What the task requires: Reproduce all records verbatim.

(Saved data entries)

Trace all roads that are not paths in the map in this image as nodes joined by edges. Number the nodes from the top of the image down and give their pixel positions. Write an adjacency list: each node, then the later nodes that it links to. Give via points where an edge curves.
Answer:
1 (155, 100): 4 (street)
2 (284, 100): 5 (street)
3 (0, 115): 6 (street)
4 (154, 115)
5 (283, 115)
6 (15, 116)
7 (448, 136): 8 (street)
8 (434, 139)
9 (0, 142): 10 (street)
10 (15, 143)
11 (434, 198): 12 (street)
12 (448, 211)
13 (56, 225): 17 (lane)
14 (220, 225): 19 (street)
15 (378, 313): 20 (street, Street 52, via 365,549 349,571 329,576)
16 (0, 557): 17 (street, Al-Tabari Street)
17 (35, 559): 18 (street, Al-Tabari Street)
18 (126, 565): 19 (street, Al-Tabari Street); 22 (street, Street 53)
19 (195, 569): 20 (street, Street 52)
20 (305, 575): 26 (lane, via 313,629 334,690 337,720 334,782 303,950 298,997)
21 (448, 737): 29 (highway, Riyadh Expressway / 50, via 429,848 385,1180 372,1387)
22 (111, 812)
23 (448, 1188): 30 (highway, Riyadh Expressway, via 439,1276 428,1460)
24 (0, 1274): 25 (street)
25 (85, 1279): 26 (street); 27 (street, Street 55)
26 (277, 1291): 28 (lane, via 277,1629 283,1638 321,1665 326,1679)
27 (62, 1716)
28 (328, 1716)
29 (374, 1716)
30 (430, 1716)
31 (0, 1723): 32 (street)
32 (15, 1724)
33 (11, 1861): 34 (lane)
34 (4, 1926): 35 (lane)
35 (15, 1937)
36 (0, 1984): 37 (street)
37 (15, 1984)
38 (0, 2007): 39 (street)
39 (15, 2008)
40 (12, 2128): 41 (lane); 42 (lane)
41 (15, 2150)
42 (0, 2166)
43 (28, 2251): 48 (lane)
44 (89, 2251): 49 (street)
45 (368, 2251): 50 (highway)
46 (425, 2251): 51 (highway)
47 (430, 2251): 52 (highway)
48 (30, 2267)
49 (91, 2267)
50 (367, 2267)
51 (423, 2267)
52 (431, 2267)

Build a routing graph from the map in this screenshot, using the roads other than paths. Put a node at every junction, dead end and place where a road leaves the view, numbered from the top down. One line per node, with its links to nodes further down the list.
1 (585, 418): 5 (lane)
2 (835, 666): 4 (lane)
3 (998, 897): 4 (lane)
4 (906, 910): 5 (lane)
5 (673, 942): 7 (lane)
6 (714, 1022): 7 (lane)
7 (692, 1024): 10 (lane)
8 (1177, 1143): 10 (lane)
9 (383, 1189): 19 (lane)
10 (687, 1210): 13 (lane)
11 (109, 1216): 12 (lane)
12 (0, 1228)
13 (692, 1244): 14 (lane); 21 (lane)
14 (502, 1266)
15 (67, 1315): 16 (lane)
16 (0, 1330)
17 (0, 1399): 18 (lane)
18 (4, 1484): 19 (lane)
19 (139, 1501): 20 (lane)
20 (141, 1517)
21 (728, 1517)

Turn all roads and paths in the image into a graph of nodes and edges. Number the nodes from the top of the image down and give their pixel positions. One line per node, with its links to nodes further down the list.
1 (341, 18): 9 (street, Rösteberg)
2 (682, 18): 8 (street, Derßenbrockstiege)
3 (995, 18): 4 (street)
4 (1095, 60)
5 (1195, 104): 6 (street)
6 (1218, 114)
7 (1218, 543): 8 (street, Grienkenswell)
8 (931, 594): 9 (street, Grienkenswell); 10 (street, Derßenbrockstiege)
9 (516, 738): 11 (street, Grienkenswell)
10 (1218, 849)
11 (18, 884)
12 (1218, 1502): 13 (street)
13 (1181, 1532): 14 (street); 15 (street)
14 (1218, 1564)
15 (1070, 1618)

Result:
Trace all roads that are not paths in the map in this image as nodes joined by edges. Number the nodes from the top of the image down and give their pixel positions. Write an adjacency list: each node, then the later nodes that it links to. Give via points where an edge curves.
Answer:
1 (155, 100): 4 (street)
2 (284, 100): 5 (street)
3 (0, 115): 6 (street)
4 (154, 115)
5 (283, 115)
6 (15, 116)
7 (448, 136): 8 (street)
8 (434, 139)
9 (0, 142): 10 (street)
10 (15, 143)
11 (434, 198): 12 (street)
12 (448, 211)
13 (56, 225): 17 (lane)
14 (220, 225): 19 (street)
15 (378, 313): 20 (street, Street 52, via 365,549 349,571 329,576)
16 (0, 557): 17 (street, Al-Tabari Street)
17 (35, 559): 18 (street, Al-Tabari Street)
18 (126, 565): 19 (street, Al-Tabari Street); 22 (street, Street 53)
19 (195, 569): 20 (street, Street 52)
20 (305, 575): 26 (lane, via 313,629 334,690 337,720 334,782 303,950 298,997)
21 (448, 737): 29 (highway, Riyadh Expressway / 50, via 429,848 385,1180 372,1387)
22 (111, 812)
23 (448, 1188): 30 (highway, Riyadh Expressway, via 439,1276 428,1460)
24 (0, 1274): 25 (street)
25 (85, 1279): 26 (street); 27 (street, Street 55)
26 (277, 1291): 28 (lane, via 277,1629 283,1638 321,1665 326,1679)
27 (62, 1716)
28 (328, 1716)
29 (374, 1716)
30 (430, 1716)
31 (0, 1723): 32 (street)
32 (15, 1724)
33 (11, 1861): 34 (lane)
34 (4, 1926): 35 (lane)
35 (15, 1937)
36 (0, 1984): 37 (street)
37 (15, 1984)
38 (0, 2007): 39 (street)
39 (15, 2008)
40 (12, 2128): 41 (lane); 42 (lane)
41 (15, 2150)
42 (0, 2166)
43 (28, 2251): 48 (lane)
44 (89, 2251): 49 (street)
45 (368, 2251): 50 (highway)
46 (425, 2251): 51 (highway)
47 (430, 2251): 52 (highway)
48 (30, 2267)
49 (91, 2267)
50 (367, 2267)
51 (423, 2267)
52 (431, 2267)

Build a routing graph from the map in this screenshot, using the roads other than paths. Put a node at every junction, dead end and place where a road leaves the view, numbered from the top down. One line per node, with its links to nodes further down the list.
1 (585, 418): 5 (lane)
2 (835, 666): 4 (lane)
3 (998, 897): 4 (lane)
4 (906, 910): 5 (lane)
5 (673, 942): 7 (lane)
6 (714, 1022): 7 (lane)
7 (692, 1024): 10 (lane)
8 (1177, 1143): 10 (lane)
9 (383, 1189): 19 (lane)
10 (687, 1210): 13 (lane)
11 (109, 1216): 12 (lane)
12 (0, 1228)
13 (692, 1244): 14 (lane); 21 (lane)
14 (502, 1266)
15 (67, 1315): 16 (lane)
16 (0, 1330)
17 (0, 1399): 18 (lane)
18 (4, 1484): 19 (lane)
19 (139, 1501): 20 (lane)
20 (141, 1517)
21 (728, 1517)

Turn all roads and paths in the image into a graph of nodes and edges. Number the nodes from the top of the image down and give their pixel positions. One line per node, with its links to nodes further down the list.
1 (341, 18): 9 (street, Rösteberg)
2 (682, 18): 8 (street, Derßenbrockstiege)
3 (995, 18): 4 (street)
4 (1095, 60)
5 (1195, 104): 6 (street)
6 (1218, 114)
7 (1218, 543): 8 (street, Grienkenswell)
8 (931, 594): 9 (street, Grienkenswell); 10 (street, Derßenbrockstiege)
9 (516, 738): 11 (street, Grienkenswell)
10 (1218, 849)
11 (18, 884)
12 (1218, 1502): 13 (street)
13 (1181, 1532): 14 (street); 15 (street)
14 (1218, 1564)
15 (1070, 1618)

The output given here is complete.